This work of cursive script before you has characters with different sizes, some with thick ink, gentle and ample, and others with dried ink, showing a reckless masculinity. The entirety is imposing and unrestrained with a strong expressiveness.
Let us first look at how the work is signed in small characters on the left side. It reads: “No. 1 seven-character verse on Alishan.”“Entrusted by Ōhashi. ””Shinpei.”The calligrapher Gotō Shinpei served as director of Taiwan’s Bureau of Civil Affairs for eight years from 1898 to 1906, during which time he promoted many large-scale projects and constructions.
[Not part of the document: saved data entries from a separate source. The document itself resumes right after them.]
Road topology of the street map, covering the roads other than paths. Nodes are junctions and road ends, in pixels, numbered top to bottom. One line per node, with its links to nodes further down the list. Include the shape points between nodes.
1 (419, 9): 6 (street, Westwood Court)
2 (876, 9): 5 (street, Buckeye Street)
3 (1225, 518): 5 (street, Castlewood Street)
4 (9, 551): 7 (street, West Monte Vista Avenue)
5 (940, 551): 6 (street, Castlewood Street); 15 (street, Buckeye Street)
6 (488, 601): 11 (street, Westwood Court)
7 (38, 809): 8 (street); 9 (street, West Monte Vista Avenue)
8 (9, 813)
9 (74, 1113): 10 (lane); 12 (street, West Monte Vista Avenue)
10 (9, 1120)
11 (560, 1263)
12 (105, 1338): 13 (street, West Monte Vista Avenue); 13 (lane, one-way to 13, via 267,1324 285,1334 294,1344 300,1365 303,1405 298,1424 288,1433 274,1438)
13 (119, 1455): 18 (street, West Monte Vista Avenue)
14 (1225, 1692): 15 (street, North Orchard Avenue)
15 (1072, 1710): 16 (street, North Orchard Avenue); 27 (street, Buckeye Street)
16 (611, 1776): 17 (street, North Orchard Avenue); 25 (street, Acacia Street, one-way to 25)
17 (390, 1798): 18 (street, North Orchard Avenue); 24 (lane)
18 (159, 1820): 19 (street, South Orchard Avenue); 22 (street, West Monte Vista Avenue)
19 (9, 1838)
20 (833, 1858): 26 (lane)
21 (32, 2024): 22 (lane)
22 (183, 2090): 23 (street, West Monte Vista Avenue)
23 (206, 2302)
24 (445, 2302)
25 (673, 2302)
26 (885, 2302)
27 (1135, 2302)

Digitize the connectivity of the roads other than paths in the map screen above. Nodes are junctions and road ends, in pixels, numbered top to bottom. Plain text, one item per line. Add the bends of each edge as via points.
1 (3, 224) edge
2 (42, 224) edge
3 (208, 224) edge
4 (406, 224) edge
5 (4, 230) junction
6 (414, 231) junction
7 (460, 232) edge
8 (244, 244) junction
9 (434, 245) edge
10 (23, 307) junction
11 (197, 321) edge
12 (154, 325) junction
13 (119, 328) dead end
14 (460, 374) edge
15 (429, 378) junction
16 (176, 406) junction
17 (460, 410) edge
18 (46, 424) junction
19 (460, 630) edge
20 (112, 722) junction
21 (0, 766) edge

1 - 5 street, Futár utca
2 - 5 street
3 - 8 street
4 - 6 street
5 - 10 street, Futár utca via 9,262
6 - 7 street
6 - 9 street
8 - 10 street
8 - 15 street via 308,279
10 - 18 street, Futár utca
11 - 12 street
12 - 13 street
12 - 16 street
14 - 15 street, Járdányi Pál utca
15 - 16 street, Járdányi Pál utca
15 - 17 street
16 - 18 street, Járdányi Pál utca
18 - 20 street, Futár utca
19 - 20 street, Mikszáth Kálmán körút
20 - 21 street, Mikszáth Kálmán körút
He was one of the most influential people governing Taiwan during Japan’s fifty-year colonization of the island. The entire text of this classical Chinese poem in cursive script reads: "It has been many years since Ou Bei finished his song; moving a sea of trees is not for no reason. If I desire the will of heaven to follow that of the people, do not fault me for opening the mountains with a whip.” The poem uses a sea of trees to describe the vast and dense forest on Alishan with its towering trees, while also expressing the author’s hope of developing Alishan and gaining access to the high-quality wood.
Gotō Shinpei was full of creativity and reformative fervor, and he was a capable and experienced administrator. The construction of the Alishan Forest Railway, for example, was overseen by him. Through his vigorous and powerful brush strokes we can almost feel the towering heroism of the artist’s inner spirit.